The image at the top of the flag shows the angel found on the front of All Saints Church in St Nicholas Market. All Saints Church is thought to be the oldest church in Bristol, and is also home to a legend of buried treasure. 

 

King Henry VIII’s soldiers were sent to convert Catholic churches into his newly founded Church of England. Soldiers would loot the treasures and execute any monks who refused to convert. The monks at All Saints Church heard a rumour that the soldiers were on their way and managed to strip the church of all its valuables. When they did arrive, the holy men were sadly executed and the location of the huge fortune was lost with them. Maybe it’s buried right where you are standing?

 

Lower down we see the mysterious face of the veiled lady, one of a row of four faces on what was originally a pharmacy on this street. Although the exact meaning behind the veiled lady is unknown, there are theories that the heads represent the four seasons, with the veiled lady being Autumn, or even that she is a representation of Death. She is certainly an eerie presence watching over the streets of the Old City.

 

The next image shows the outline of the beautiful Victorian drinking fountain behind St Nicholas Market on St Nicholas Street.
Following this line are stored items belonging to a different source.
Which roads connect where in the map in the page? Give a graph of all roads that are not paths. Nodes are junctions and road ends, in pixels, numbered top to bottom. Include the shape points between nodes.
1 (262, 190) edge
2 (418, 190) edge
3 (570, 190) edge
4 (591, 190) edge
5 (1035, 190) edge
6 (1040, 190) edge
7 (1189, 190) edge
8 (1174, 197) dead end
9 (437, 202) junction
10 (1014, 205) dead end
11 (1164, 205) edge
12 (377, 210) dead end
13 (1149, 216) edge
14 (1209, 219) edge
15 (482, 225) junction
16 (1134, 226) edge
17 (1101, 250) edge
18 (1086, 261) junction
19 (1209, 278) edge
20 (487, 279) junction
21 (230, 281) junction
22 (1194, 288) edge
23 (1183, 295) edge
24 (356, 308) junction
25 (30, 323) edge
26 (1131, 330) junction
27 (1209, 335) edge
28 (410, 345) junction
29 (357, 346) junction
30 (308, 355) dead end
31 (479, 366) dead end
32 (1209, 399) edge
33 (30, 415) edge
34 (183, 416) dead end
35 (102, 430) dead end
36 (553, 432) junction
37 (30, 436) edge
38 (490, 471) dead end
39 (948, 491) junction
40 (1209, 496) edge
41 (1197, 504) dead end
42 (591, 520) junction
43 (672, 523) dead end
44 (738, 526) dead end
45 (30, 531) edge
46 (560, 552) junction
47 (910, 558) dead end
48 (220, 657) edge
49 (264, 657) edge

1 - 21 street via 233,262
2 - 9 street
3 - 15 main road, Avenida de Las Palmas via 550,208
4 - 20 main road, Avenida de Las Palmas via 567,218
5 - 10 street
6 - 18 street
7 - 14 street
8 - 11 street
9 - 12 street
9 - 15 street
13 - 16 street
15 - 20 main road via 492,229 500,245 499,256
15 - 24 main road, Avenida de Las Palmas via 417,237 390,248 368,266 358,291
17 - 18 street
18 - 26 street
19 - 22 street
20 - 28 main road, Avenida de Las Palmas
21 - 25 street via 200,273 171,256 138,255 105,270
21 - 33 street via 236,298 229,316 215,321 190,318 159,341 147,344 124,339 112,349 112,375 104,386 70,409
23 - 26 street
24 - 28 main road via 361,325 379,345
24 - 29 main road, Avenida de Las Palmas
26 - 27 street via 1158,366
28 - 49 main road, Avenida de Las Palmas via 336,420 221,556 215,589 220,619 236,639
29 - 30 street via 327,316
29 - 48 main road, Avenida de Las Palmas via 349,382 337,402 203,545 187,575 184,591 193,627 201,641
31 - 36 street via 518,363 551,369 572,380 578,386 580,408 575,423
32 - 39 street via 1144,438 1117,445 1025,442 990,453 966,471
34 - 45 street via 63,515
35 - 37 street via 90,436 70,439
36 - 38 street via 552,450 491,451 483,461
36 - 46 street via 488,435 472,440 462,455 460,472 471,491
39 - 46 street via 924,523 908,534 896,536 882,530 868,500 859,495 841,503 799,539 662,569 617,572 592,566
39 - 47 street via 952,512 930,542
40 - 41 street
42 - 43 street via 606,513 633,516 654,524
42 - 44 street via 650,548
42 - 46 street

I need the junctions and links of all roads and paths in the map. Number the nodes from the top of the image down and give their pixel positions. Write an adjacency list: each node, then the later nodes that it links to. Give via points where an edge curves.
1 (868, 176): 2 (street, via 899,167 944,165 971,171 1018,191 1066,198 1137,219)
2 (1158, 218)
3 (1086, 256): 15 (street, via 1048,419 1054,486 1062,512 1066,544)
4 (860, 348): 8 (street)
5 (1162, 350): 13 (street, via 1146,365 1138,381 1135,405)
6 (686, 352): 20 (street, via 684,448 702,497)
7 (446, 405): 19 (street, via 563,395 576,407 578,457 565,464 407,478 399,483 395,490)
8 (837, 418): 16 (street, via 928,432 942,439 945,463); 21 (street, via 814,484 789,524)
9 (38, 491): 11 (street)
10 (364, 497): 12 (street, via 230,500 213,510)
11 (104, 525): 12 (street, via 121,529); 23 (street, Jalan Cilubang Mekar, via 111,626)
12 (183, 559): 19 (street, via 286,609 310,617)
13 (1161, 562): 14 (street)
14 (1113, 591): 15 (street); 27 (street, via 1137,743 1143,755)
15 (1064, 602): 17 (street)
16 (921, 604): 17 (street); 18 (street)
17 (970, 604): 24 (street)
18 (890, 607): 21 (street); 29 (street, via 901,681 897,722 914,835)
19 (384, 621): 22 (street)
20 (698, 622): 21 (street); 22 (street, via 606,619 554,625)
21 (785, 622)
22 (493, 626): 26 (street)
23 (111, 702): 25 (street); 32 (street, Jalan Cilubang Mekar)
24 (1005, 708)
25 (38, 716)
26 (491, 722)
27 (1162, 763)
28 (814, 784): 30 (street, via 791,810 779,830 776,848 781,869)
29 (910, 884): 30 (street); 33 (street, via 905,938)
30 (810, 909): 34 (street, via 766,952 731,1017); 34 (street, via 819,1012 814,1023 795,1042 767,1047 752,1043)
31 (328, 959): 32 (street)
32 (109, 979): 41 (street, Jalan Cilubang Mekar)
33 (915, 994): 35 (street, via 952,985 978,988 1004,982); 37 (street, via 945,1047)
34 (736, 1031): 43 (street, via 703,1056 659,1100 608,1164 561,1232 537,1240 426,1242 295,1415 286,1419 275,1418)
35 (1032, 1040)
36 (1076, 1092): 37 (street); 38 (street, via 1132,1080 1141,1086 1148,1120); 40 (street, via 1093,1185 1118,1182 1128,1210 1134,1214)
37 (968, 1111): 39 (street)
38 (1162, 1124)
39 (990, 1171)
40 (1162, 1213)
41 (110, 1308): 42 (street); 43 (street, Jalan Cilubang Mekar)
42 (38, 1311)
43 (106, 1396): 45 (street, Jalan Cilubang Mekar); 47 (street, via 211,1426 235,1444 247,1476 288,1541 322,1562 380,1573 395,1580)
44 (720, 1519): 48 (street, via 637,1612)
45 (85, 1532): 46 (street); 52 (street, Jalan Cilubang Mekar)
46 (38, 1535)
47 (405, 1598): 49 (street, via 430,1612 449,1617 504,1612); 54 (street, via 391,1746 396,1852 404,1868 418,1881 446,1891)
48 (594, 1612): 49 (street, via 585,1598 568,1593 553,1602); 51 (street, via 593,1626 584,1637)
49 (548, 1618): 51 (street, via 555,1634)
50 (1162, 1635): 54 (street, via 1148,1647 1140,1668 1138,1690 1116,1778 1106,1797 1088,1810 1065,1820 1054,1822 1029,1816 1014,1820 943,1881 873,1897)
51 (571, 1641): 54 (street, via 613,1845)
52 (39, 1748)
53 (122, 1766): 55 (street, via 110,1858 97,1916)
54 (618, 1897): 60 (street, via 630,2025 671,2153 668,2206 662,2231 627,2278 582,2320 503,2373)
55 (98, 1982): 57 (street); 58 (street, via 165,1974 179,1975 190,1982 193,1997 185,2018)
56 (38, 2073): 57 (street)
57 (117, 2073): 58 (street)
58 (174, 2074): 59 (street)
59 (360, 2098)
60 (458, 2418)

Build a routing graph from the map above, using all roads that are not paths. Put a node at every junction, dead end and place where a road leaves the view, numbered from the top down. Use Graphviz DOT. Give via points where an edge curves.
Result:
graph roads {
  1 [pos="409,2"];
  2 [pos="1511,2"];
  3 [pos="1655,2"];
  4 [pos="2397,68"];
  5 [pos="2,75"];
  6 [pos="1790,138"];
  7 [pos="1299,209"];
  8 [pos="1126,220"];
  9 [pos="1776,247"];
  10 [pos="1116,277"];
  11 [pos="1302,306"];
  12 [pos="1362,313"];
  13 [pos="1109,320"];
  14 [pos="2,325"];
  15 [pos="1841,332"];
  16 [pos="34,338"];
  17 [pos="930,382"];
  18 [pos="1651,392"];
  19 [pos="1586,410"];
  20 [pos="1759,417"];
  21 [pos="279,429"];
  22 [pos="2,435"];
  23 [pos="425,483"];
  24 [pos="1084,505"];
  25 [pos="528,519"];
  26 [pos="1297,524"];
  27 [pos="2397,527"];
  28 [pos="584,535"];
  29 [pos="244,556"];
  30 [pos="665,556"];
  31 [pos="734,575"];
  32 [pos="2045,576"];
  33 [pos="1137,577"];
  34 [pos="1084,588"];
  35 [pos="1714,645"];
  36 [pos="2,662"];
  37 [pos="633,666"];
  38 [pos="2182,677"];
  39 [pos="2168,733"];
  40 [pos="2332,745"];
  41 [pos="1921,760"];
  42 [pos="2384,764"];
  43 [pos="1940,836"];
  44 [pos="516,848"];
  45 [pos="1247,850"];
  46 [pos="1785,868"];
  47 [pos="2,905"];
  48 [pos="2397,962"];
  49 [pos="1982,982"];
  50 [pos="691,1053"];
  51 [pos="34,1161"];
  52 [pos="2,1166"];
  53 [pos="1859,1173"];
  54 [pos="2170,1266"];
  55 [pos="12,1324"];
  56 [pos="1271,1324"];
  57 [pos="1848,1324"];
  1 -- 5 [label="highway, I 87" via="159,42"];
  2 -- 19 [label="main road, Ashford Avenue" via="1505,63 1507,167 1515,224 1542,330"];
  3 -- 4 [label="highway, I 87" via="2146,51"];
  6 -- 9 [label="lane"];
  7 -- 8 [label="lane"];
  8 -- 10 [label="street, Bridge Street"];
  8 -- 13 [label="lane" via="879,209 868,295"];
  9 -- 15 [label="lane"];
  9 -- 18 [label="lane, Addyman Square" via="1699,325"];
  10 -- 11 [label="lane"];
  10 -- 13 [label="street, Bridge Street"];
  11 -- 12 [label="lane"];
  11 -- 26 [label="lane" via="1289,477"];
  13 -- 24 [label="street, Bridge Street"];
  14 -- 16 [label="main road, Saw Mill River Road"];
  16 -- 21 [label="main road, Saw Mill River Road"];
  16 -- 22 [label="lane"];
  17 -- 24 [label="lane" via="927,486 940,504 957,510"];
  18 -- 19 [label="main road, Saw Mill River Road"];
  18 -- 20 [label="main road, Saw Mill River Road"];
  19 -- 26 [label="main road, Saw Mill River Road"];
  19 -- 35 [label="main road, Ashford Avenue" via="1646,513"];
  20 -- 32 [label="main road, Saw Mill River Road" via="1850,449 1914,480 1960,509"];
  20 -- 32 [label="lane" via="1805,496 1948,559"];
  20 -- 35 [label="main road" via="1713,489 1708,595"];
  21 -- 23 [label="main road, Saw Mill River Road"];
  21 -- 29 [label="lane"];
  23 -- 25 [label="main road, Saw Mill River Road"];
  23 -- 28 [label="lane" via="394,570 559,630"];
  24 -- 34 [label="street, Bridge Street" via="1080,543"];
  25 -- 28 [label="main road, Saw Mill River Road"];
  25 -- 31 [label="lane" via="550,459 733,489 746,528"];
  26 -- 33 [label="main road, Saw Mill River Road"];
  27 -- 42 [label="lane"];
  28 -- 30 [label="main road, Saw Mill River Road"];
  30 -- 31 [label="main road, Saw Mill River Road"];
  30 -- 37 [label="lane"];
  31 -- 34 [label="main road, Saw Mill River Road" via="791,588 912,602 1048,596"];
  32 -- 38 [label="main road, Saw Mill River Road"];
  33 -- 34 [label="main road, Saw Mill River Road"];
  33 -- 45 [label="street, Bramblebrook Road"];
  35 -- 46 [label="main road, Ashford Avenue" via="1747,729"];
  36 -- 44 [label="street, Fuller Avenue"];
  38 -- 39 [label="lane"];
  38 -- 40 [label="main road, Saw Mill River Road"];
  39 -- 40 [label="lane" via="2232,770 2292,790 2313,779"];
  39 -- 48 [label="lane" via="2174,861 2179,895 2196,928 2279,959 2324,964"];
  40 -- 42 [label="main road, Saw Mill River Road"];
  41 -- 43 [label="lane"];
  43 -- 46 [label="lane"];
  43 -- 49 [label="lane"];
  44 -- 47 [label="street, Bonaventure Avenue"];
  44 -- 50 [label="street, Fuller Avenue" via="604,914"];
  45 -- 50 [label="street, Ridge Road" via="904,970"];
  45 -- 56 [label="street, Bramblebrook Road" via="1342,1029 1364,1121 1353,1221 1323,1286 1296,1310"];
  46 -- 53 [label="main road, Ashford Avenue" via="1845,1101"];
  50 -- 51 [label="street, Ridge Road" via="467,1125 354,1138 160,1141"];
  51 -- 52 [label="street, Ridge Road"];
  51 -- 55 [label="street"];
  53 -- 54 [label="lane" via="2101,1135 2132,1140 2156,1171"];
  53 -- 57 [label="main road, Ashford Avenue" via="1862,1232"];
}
Cities were seen to be turning into depraved dens of vice through the over consumption of alcohol. It features the face of Queen Victoria and celebrated her fortieth birthday. It was hoped the Queen’s stern face and the free drinking water would encourage people to give up their gin!

 

At the bottom of the flag we find a beautiful example of a carved mask found on an ornately carved old bank building on Corn Street.  Often representing a Green Man or Bacchus figure this particular example features sea shells in its hair and is perhaps representing Neptune and Bristol’s status as a port city and its links to the sea. You might have another idea?